R v Dreghorn

Case

[1996] QCA 379

11/10/1996

No judgment structure available for this case.

IN THE COURT OF APPEAL [1996] QCA 379
SUPREME COURT OF QUEENSLAND

C.A. No. 223 of 1996

Brisbane

[R v. Dreghorn]

THE QUEEN

v.

RONA ANN DREGHORN

(Applicant)

Moynihan SJA
Mackenzie J.

Cullinane J.

Judgment delivered 11 October 1996

Reasons for Judgment - The Court

Application for leave to appeal granted.
Appeal allowed.
The sentence imposed below is set aside; the matter is remitted to the District Court at Mackay

for the purpose of the sentence being heard and determined according to law.

CATCHWORDS CRIMINAL LAW - SENTENCE - Defrauding the Commonwealth
- whether the sentence was determined upon an accurate factual
basis as to the extent of the applicant's involvement
- whether the sentence imposed was manifestly excessive.
Counsel:  Applicant appeared on own behalf.
Mr D. Boyle for the respondent
Solicitors:  Applicant appeared on own behalf.
Commonwealth Director of Public Prosecutions for the respondent
Hearing Date:  1 October 1996
REASONS FOR JUDGMENT - THE COURT

Judgment delivered 11 October 1996

The applicant owned and her sister Tharessa Newton operated on a day to day basis a child care centre at Mackay. There was an entitlement to payments from the Commonwealth in respect of certain classes of children. During the period covered by the indictment (1 April 1991 to 30 April 1995) about $800,000 was paid to the centre by the Commonwealth but of that sum about $153,000 was fraudulently obtained by representations that children who did not attend had attended and that some who did attend were in attendance for longer periods than they had actually been.

Both the applicant and Newton pleaded guilty, in the case of the applicant to defrauding the Commonwealth, and in the case of Newton, to being knowingly concerned in the applicant's fraud. Each was sentenced to four years' imprisonment, with provision for release on recognizance after 18 months and 12 months respectively.

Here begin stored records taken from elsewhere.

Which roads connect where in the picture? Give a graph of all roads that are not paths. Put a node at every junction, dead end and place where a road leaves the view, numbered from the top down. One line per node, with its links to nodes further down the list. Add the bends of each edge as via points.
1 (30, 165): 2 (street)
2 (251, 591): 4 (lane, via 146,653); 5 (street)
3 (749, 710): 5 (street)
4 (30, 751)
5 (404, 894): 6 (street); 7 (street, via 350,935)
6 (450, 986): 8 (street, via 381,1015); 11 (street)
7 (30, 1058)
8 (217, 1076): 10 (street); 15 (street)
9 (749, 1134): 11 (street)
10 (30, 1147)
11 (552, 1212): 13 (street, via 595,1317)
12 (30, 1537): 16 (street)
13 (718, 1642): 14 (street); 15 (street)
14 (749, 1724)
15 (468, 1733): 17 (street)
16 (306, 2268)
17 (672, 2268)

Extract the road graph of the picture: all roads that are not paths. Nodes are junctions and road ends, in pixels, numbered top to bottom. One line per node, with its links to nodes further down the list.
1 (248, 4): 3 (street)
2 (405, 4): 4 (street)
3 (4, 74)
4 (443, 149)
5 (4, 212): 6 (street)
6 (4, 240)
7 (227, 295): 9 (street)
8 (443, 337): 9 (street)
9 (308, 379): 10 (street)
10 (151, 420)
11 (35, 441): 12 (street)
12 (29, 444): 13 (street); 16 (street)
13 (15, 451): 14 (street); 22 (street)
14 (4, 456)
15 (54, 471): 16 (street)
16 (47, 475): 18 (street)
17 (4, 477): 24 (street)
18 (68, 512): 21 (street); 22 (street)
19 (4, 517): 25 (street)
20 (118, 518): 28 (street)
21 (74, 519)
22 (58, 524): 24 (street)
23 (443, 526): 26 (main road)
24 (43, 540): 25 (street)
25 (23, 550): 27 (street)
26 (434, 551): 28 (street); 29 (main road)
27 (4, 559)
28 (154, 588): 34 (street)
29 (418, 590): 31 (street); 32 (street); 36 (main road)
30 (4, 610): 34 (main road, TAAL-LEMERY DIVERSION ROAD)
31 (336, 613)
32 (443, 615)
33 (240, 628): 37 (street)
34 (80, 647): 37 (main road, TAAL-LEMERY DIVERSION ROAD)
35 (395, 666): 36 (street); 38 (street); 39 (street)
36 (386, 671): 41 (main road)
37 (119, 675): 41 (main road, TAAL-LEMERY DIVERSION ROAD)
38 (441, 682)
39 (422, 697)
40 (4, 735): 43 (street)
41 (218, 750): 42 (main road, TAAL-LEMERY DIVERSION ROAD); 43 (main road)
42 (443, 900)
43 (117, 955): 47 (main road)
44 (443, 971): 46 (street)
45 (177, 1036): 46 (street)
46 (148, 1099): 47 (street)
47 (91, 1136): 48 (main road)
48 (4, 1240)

The Crown's submissions on sentence in respect of the applicant were based on a record of interview given by Newton as the applicant was not interviewed by the police. The Crown Prosecutor adopted Newton's allegation that the applicant had been the instigator of the process of falsifying the records and had calculated figures to be included in them and that Newton had participated in the process by actually creating false documents which included forged signatures of parents. On the Crown's version the applicant was involved throughout the whole period of the fraud. The Crown Prosecutor summarised his submissions in the following passage:

"As to the culpability of the prisoners, the Crown says there is nothing to choose between them. Tharessa Newton, when interviewed, said that Rona Dreghorn had told her to do certain things and she did them for the purpose of keeping her job, she wanted employment. The Crown says she took an active part, was the front- runner, as it were, for all of the daily contact with most of the parents, was responsible for documentation and was responsible in a major way for the fraud. Hard to draw a line between them, the Crown says, in relation to culpability. They each played their part. Rona Dreghorn owned the centre and made the claims and provided the amounts. Tharessa Newton filled out the forms, and there were thousands of them, and prepared the forged signatures."

Newton's counsel's submissions were to the effect that she knew of the scheme but her involvement was at a lower level than that of the applicant who was the person who knew how the subsidy scheme worked and had control of the financial aspects of the business. Counsel for the applicant on the other hand presented a version in which the applicant played little part in the operation of the centre after the initial period and did not instigate the fraud. The critical passage of his submissions is the following:

"She instructs me that when these commenced - initially started, she wasn't aware of what was going on. My instructions are that Tharessa would in fact bring the necessary documentation round to her home. At this stage they had been living together and then Tharessa moved out and she'd bring them round to her home and she being the applicant, would sign them and they would be sent off. Your Honour, I'd submit that would be corroborated somewhat by the fact that all the documentation that my learned friend has put up, has been completed by Tharessa. ...

But, this is not a defence, Your Honour, because this activity commenced and whilst it's our submission that initially we weren't aware of what was going on, we would say that we soon became aware because when we visited the centre and after looking at the documentation she was asked to sign, she just put two and two together and knew that there wasn't that many children there at that time. She feels she was in a catch 22 situation in so far as that she knew what was going on, she knew it was wrong, but she knew if she'd just closed down the place straight away to stop it, then she would be audited and she'd be caught and so she didn't know any other way what else to do, so she just went along with it. And, in fact as it got to the extent that documentation and completion documents occurred at her home.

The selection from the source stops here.